[Extracted records]
+ + + + +
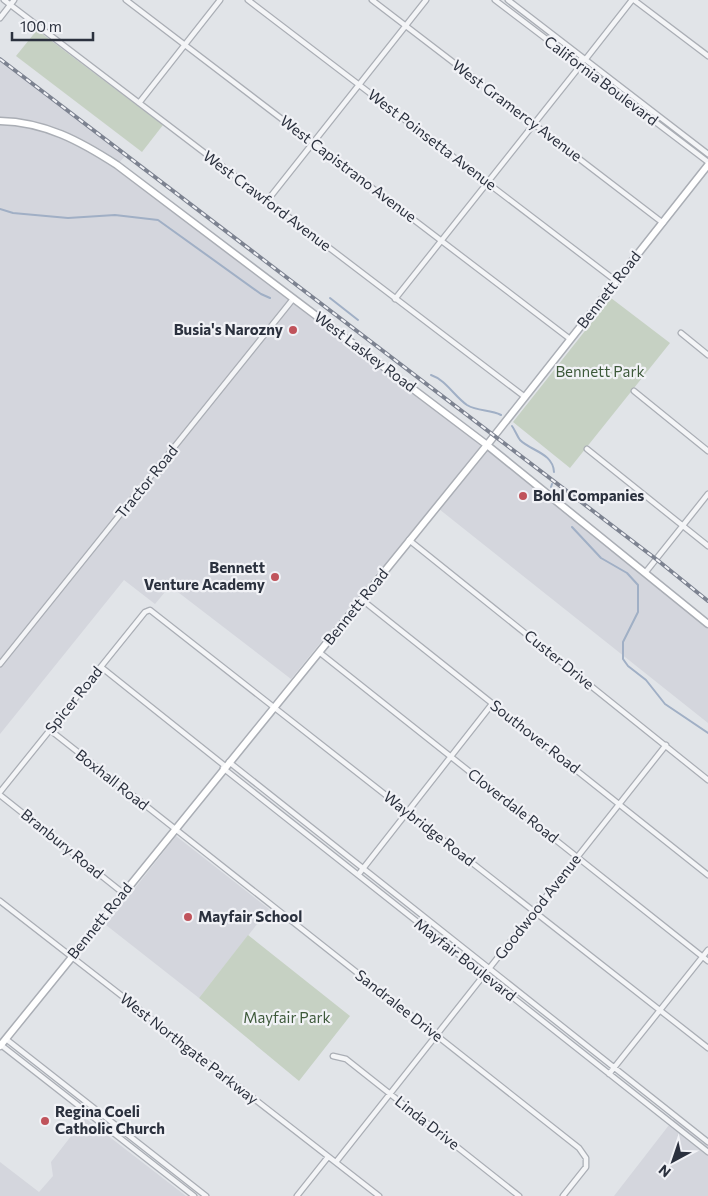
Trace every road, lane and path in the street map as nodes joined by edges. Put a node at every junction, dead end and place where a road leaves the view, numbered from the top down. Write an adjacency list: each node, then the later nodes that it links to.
1 (4, 0): 11 (street, West Crawford Avenue)
2 (14, 0): 11 (street)
3 (126, 0): 16 (street, West Capistrano Avenue)
4 (220, 0): 16 (street)
5 (248, 0): 20 (street, West Poinsetta Avenue)
6 (372, 0): 15 (street, West Gramercy Avenue)
7 (426, 0): 15 (street)
8 (495, 0): 13 (street, California Boulevard)
9 (508, 0): 12 (street, California Boulevard)
10 (633, 0): 17 (street); 18 (street)
11 (10, 5): 14 (street); 21 (street, West Crawford Avenue)
12 (521, 10): 13 (street); 18 (street, California Boulevard)
13 (517, 17): 19 (street, California Boulevard)
14 (0, 18)
15 (406, 26): 20 (street); 25 (street, West Gramercy Avenue)
16 (184, 45): 21 (street); 26 (street, West Capistrano Avenue)
17 (708, 56)
18 (585, 60): 19 (street); 22 (street, California Boulevard)
19 (580, 66): 23 (street, California Boulevard); 25 (street)
20 (359, 85): 26 (street); 29 (street, West Poinsetta Avenue)
21 (139, 103): 30 (street, West Crawford Avenue)
22 (648, 108): 23 (street); 27 (street, California Boulevard)
23 (644, 114): 28 (street, California Boulevard)
24 (0, 121): 34 (street, West Laskey Road)
25 (534, 124): 29 (street); 31 (street, West Gramercy Avenue)
26 (313, 142): 30 (street); 32 (street, West Capistrano Avenue)
27 (708, 154)
28 (708, 164): 31 (street, Bennett Road)
29 (488, 183): 32 (street); 33 (street, West Poinsetta Avenue)
30 (267, 201): 35 (street, West Crawford Avenue)
31 (663, 223): 33 (street, Bennett Road)
32 (442, 240): 35 (street); 37 (street, West Capistrano Avenue)
33 (616, 281): 37 (street, Bennett Road)
34 (293, 299): 41 (street, West Laskey Road); 53 (street, Tractor Road)
35 (395, 299): 40 (street, West Crawford Avenue)
36 (681, 333): 38 (street)
37 (570, 339): 40 (street, Bennett Road)
38 (708, 355)
39 (634, 391): 43 (street)
40 (525, 397): 41 (street, Bennett Road)
41 (487, 444): 46 (street, Bennett Road); 48 (street, West Laskey Road)
42 (587, 449): 45 (street)
43 (708, 451)
44 (708, 494): 45 (street)
45 (683, 525): 47 (street); 48 (street)
46 (410, 540): 49 (street, Bennett Road); 58 (street, Custer Drive)
47 (708, 546)
48 (645, 573): 51 (street, West Laskey Road)
49 (361, 599): 52 (street, Bennett Road); 55 (street, Southover Road)
50 (150, 610): 54 (street, Spicer Road); 56 (street, Waybridge Road)
51 (708, 624)
52 (318, 652): 56 (street, Bennett Road); 59 (street, Cloverdale Road)
53 (0, 664)
54 (102, 667): 57 (street, Spicer Road); 60 (street, Mayfair Boulevard)
55 (492, 704): 59 (street); 63 (street, Southover Road)
56 (274, 706): 60 (street, Bennett Road); 64 (street, Waybridge Road)
57 (50, 730): 62 (street, Spicer Road); 65 (street, Boxhall Road)
58 (666, 745): 61 (street, Custer Drive); 63 (street, Goodwood Avenue)
59 (451, 757): 64 (street); 66 (street, Cloverdale Road)
60 (226, 765): 65 (street, Bennett Road); 67 (street, Mayfair Boulevard); 68 (street, Mayfair Boulevard)
61 (708, 780)
62 (0, 793): 70 (street, Branbury Road)
63 (619, 804): 66 (street, Goodwood Avenue); 69 (street, Southover Road)
64 (407, 812): 67 (street); 72 (street, Waybridge Road)
65 (174, 829): 70 (street, Bennett Road); 80 (street, Sandralee Drive)
66 (577, 857): 72 (street, Goodwood Avenue); 75 (street, Cloverdale Road)
67 (363, 868): 68 (street); 77 (street, Mayfair Boulevard)
68 (358, 875): 78 (street, Mayfair Boulevard)
69 (708, 875)
70 (123, 892): 74 (street, Bennett Road)
71 (0, 901): 74 (street, West Northgate Parkway)
72 (534, 911): 77 (street, Goodwood Avenue); 79 (street, Waybridge Road)
73 (708, 950): 75 (street)
74 (71, 957): 81 (street, Bennett Road); 93 (street, West Northgate Parkway)
75 (703, 957): 76 (street, Cloverdale Road); 79 (street)
76 (708, 961)
77 (490, 968): 78 (street, Goodwood Avenue); 84 (street, Mayfair Boulevard)
78 (484, 975): 80 (street, Goodwood Avenue); 85 (street, Mayfair Boulevard)
79 (660, 1011): 82 (street, Waybridge Road); 84 (street)
80 (436, 1036): 87 (street, Goodwood Avenue); 102 (street, Sandralee Drive)
81 (2, 1041): 86 (street); 88 (street)
82 (708, 1048)
83 (333, 1056): 87 (street, Linda Drive)
84 (615, 1068): 85 (street); 91 (street, Mayfair Boulevard)
85 (610, 1074): 92 (street, Mayfair Boulevard)
86 (70, 1090): 88 (street); 89 (street)
87 (390, 1094): 94 (street, Goodwood Avenue); 101 (street, Linda Drive)
88 (66, 1095): 90 (street)
89 (94, 1108): 90 (street); 95 (street)
90 (89, 1114): 96 (street)
91 (708, 1142)
92 (708, 1152)
93 (328, 1157): 94 (street, West Northgate Parkway); 99 (street)
94 (336, 1162): 100 (street, West Northgate Parkway)
95 (186, 1180): 96 (street); 98 (street)
96 (182, 1186): 97 (street)
97 (194, 1196)
98 (206, 1196)
99 (297, 1196)
100 (379, 1196)
101 (519, 1196)
102 (564, 1196)

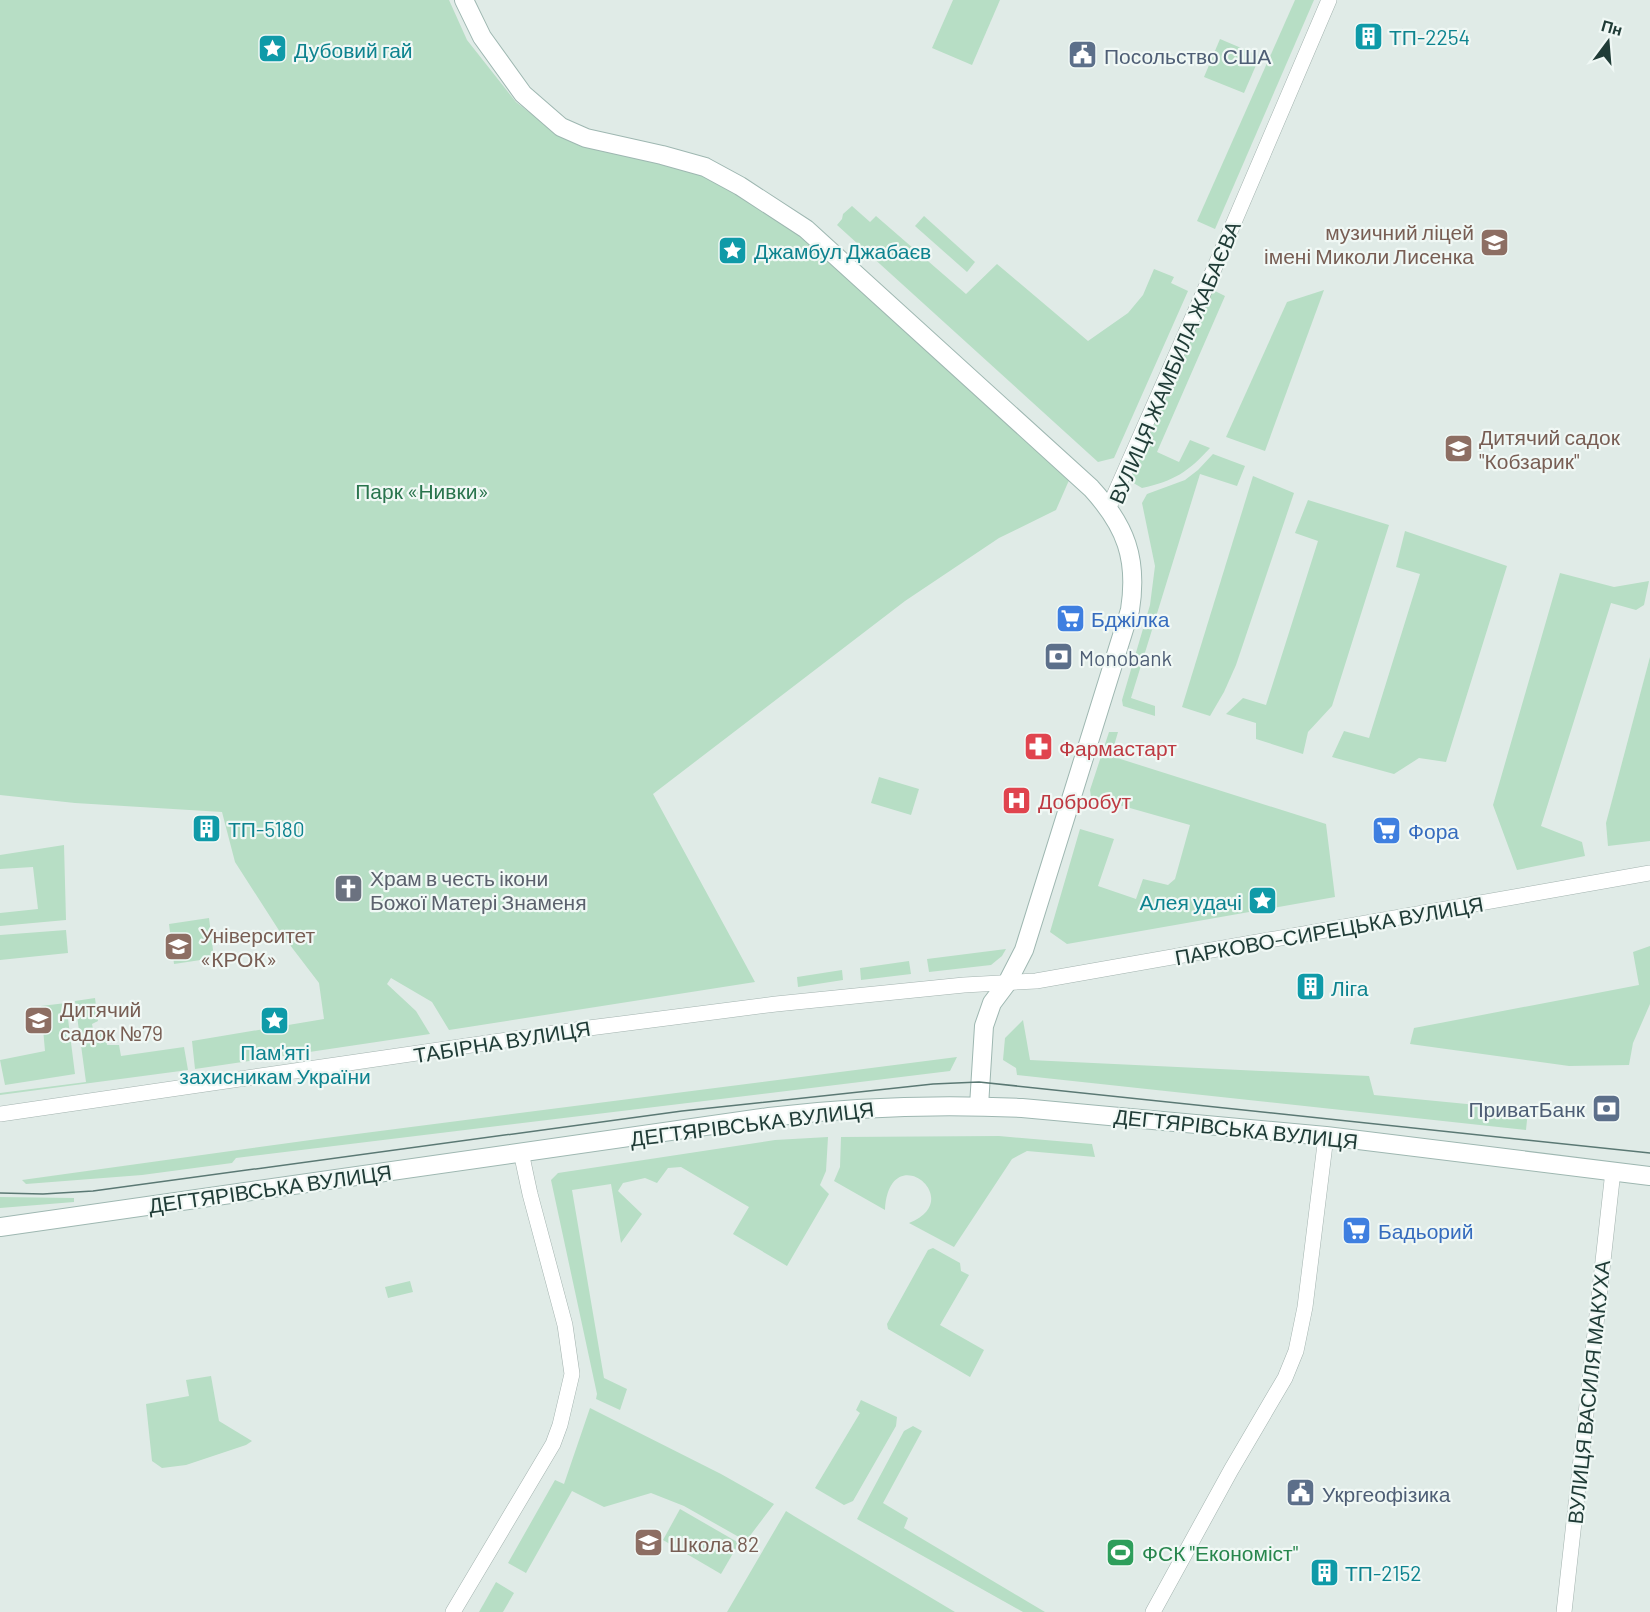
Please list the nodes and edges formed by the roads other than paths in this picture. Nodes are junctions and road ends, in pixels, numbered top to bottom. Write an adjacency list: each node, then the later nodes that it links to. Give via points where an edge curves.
1 (464, 0): 3 (main road, via 482,37 523,94 561,127 586,138 705,167 806,229)
2 (1329, 0): 3 (street, ВУЛИЦЯ ЖАМБИЛА ЖАБАЄВА)
3 (1109, 507): 5 (main road, ВУЛИЦЯ ЖАМБИЛА ЖАБАЄВА, via 1122,530 1133,567 1130,610 1024,950)
4 (1650, 873): 5 (street, ПАРКОВО-СИРЕЦЬКА ВУЛИЦЯ, via 1244,946)
5 (1006, 983): 6 (main road, ВУЛИЦЯ ЖАМБИЛА ЖАБАЄВА, via 992,1003 984,1026); 7 (street, ТАБІРНА ВУЛИЦЯ, via 776,1004 589,1028)
6 (979, 1106): 8 (main road, ДЕГТЯРІВСЬКА ВУЛИЦЯ); 9 (main road, ДЕГТЯРІВСЬКА ВУЛИЦЯ, via 831,1110)
7 (0, 1114)
8 (1326, 1136): 10 (main road, ДЕГТЯРІВСЬКА ВУЛИЦЯ); 14 (street, via 1296,1351 1285,1378)
9 (522, 1152): 12 (main road, ДЕГТЯРІВСЬКА ВУЛИЦЯ); 13 (street, via 565,1325 572,1374 553,1444)
10 (1613, 1171): 11 (main road, ДЕГТЯРІВСЬКА ВУЛИЦЯ); 15 (street, ВУЛИЦЯ ВАСИЛЯ МАКУХА)
11 (1650, 1176)
12 (0, 1227)
13 (453, 1612)
14 (1153, 1612)
15 (1564, 1612)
+ + + + +
Aim of the exercise:
Images stay out; the entries above are to be printed exactly.

Answer space:
Trace every road, lane and path in the street map as nodes joined by edges. Put a node at every junction, dead end and place where a road leaves the view, numbered from the top down. Write an adjacency list: each node, then the later nodes that it links to.
1 (4, 0): 11 (street, West Crawford Avenue)
2 (14, 0): 11 (street)
3 (126, 0): 16 (street, West Capistrano Avenue)
4 (220, 0): 16 (street)
5 (248, 0): 20 (street, West Poinsetta Avenue)
6 (372, 0): 15 (street, West Gramercy Avenue)
7 (426, 0): 15 (street)
8 (495, 0): 13 (street, California Boulevard)
9 (508, 0): 12 (street, California Boulevard)
10 (633, 0): 17 (street); 18 (street)
11 (10, 5): 14 (street); 21 (street, West Crawford Avenue)
12 (521, 10): 13 (street); 18 (street, California Boulevard)
13 (517, 17): 19 (street, California Boulevard)
14 (0, 18)
15 (406, 26): 20 (street); 25 (street, West Gramercy Avenue)
16 (184, 45): 21 (street); 26 (street, West Capistrano Avenue)
17 (708, 56)
18 (585, 60): 19 (street); 22 (street, California Boulevard)
19 (580, 66): 23 (street, California Boulevard); 25 (street)
20 (359, 85): 26 (street); 29 (street, West Poinsetta Avenue)
21 (139, 103): 30 (street, West Crawford Avenue)
22 (648, 108): 23 (street); 27 (street, California Boulevard)
23 (644, 114): 28 (street, California Boulevard)
24 (0, 121): 34 (street, West Laskey Road)
25 (534, 124): 29 (street); 31 (street, West Gramercy Avenue)
26 (313, 142): 30 (street); 32 (street, West Capistrano Avenue)
27 (708, 154)
28 (708, 164): 31 (street, Bennett Road)
29 (488, 183): 32 (street); 33 (street, West Poinsetta Avenue)
30 (267, 201): 35 (street, West Crawford Avenue)
31 (663, 223): 33 (street, Bennett Road)
32 (442, 240): 35 (street); 37 (street, West Capistrano Avenue)
33 (616, 281): 37 (street, Bennett Road)
34 (293, 299): 41 (street, West Laskey Road); 53 (street, Tractor Road)
35 (395, 299): 40 (street, West Crawford Avenue)
36 (681, 333): 38 (street)
37 (570, 339): 40 (street, Bennett Road)
38 (708, 355)
39 (634, 391): 43 (street)
40 (525, 397): 41 (street, Bennett Road)
41 (487, 444): 46 (street, Bennett Road); 48 (street, West Laskey Road)
42 (587, 449): 45 (street)
43 (708, 451)
44 (708, 494): 45 (street)
45 (683, 525): 47 (street); 48 (street)
46 (410, 540): 49 (street, Bennett Road); 58 (street, Custer Drive)
47 (708, 546)
48 (645, 573): 51 (street, West Laskey Road)
49 (361, 599): 52 (street, Bennett Road); 55 (street, Southover Road)
50 (150, 610): 54 (street, Spicer Road); 56 (street, Waybridge Road)
51 (708, 624)
52 (318, 652): 56 (street, Bennett Road); 59 (street, Cloverdale Road)
53 (0, 664)
54 (102, 667): 57 (street, Spicer Road); 60 (street, Mayfair Boulevard)
55 (492, 704): 59 (street); 63 (street, Southover Road)
56 (274, 706): 60 (street, Bennett Road); 64 (street, Waybridge Road)
57 (50, 730): 62 (street, Spicer Road); 65 (street, Boxhall Road)
58 (666, 745): 61 (street, Custer Drive); 63 (street, Goodwood Avenue)
59 (451, 757): 64 (street); 66 (street, Cloverdale Road)
60 (226, 765): 65 (street, Bennett Road); 67 (street, Mayfair Boulevard); 68 (street, Mayfair Boulevard)
61 (708, 780)
62 (0, 793): 70 (street, Branbury Road)
63 (619, 804): 66 (street, Goodwood Avenue); 69 (street, Southover Road)
64 (407, 812): 67 (street); 72 (street, Waybridge Road)
65 (174, 829): 70 (street, Bennett Road); 80 (street, Sandralee Drive)
66 (577, 857): 72 (street, Goodwood Avenue); 75 (street, Cloverdale Road)
67 (363, 868): 68 (street); 77 (street, Mayfair Boulevard)
68 (358, 875): 78 (street, Mayfair Boulevard)
69 (708, 875)
70 (123, 892): 74 (street, Bennett Road)
71 (0, 901): 74 (street, West Northgate Parkway)
72 (534, 911): 77 (street, Goodwood Avenue); 79 (street, Waybridge Road)
73 (708, 950): 75 (street)
74 (71, 957): 81 (street, Bennett Road); 93 (street, West Northgate Parkway)
75 (703, 957): 76 (street, Cloverdale Road); 79 (street)
76 (708, 961)
77 (490, 968): 78 (street, Goodwood Avenue); 84 (street, Mayfair Boulevard)
78 (484, 975): 80 (street, Goodwood Avenue); 85 (street, Mayfair Boulevard)
79 (660, 1011): 82 (street, Waybridge Road); 84 (street)
80 (436, 1036): 87 (street, Goodwood Avenue); 102 (street, Sandralee Drive)
81 (2, 1041): 86 (street); 88 (street)
82 (708, 1048)
83 (333, 1056): 87 (street, Linda Drive)
84 (615, 1068): 85 (street); 91 (street, Mayfair Boulevard)
85 (610, 1074): 92 (street, Mayfair Boulevard)
86 (70, 1090): 88 (street); 89 (street)
87 (390, 1094): 94 (street, Goodwood Avenue); 101 (street, Linda Drive)
88 (66, 1095): 90 (street)
89 (94, 1108): 90 (street); 95 (street)
90 (89, 1114): 96 (street)
91 (708, 1142)
92 (708, 1152)
93 (328, 1157): 94 (street, West Northgate Parkway); 99 (street)
94 (336, 1162): 100 (street, West Northgate Parkway)
95 (186, 1180): 96 (street); 98 (street)
96 (182, 1186): 97 (street)
97 (194, 1196)
98 (206, 1196)
99 (297, 1196)
100 (379, 1196)
101 (519, 1196)
102 (564, 1196)

Please list the nodes and edges formed by the roads other than paths in this picture. Nodes are junctions and road ends, in pixels, numbered top to bottom. Write an adjacency list: each node, then the later nodes that it links to. Give via points where an edge curves.
1 (464, 0): 3 (main road, via 482,37 523,94 561,127 586,138 705,167 806,229)
2 (1329, 0): 3 (street, ВУЛИЦЯ ЖАМБИЛА ЖАБАЄВА)
3 (1109, 507): 5 (main road, ВУЛИЦЯ ЖАМБИЛА ЖАБАЄВА, via 1122,530 1133,567 1130,610 1024,950)
4 (1650, 873): 5 (street, ПАРКОВО-СИРЕЦЬКА ВУЛИЦЯ, via 1244,946)
5 (1006, 983): 6 (main road, ВУЛИЦЯ ЖАМБИЛА ЖАБАЄВА, via 992,1003 984,1026); 7 (street, ТАБІРНА ВУЛИЦЯ, via 776,1004 589,1028)
6 (979, 1106): 8 (main road, ДЕГТЯРІВСЬКА ВУЛИЦЯ); 9 (main road, ДЕГТЯРІВСЬКА ВУЛИЦЯ, via 831,1110)
7 (0, 1114)
8 (1326, 1136): 10 (main road, ДЕГТЯРІВСЬКА ВУЛИЦЯ); 14 (street, via 1296,1351 1285,1378)
9 (522, 1152): 12 (main road, ДЕГТЯРІВСЬКА ВУЛИЦЯ); 13 (street, via 565,1325 572,1374 553,1444)
10 (1613, 1171): 11 (main road, ДЕГТЯРІВСЬКА ВУЛИЦЯ); 15 (street, ВУЛИЦЯ ВАСИЛЯ МАКУХА)
11 (1650, 1176)
12 (0, 1227)
13 (453, 1612)
14 (1153, 1612)
15 (1564, 1612)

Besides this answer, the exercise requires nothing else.